Giertych obraził się po słowach Manowskiej? Internauci w śmiech: Protesty też już Wam ″ukradli?″
Giertych grozi Manowskiej po słowach o ‘giertychówkach’. Internauci: ‘Protesty też już wam ukradli?’
Roman Giertych, poseł Koalicji Obywatelskiej, zareagował z oburzeniem na wypowiedź I Prezes Sądu Najwyższego Małgorzaty Manowskiej, która w Radiu ZET ujawniła kulisy masowego napływu protestów wyborczych. Jak podkreśliła, ponad 90% z nich to tzw. „giertychówki” – powielone wzory protestów, których autorem jest właśnie Giertych.
Manowska zwróciła uwagę, że wiele z tych protestów zawierało błędy formalne, a niektóre osoby nie potrafiły nawet poprawnie wpisać numeru PESEL. W odpowiedzi Giertych zapowiedział złożenie zawiadomienia do prokuratury przeciwko Manowskiej i sędziom Izby Nadzwyczajnej, twierdząc, że „neosędziowie ukradli protesty” i nie przekazali ich do właściwej izby.

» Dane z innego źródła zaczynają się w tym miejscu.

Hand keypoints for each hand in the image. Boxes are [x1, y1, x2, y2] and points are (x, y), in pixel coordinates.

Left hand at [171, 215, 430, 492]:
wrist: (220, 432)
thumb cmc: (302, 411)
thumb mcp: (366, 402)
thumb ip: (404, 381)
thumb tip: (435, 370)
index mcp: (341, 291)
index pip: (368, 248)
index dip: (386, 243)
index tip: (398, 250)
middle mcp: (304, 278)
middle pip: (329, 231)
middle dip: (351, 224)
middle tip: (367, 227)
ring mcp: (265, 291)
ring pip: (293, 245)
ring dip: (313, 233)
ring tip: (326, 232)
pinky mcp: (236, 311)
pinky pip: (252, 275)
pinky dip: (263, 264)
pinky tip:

Internauci nie pozostali obojętni – w mediach społecznościowych pojawiły się liczne komentarze wyśmiewające reakcję posła. „Protesty też już wam ukradli?” – ironizowali użytkownicy, sugerując, że Giertych zamiast merytorycznej obrony, sięga po teatralne oskarżenia.
Cała sytuacja pokazuje rosnące napięcie wokół legalności i skuteczności protestów wyborczych oraz próbę politycznego nacisku na wymiar sprawiedliwości. Czy Giertych rzeczywiście ma podstawy do zarzutów, czy to kolejna odsłona politycznego spektaklu? Odpowiedź może przynieść dopiero postępowanie prokuratorskie.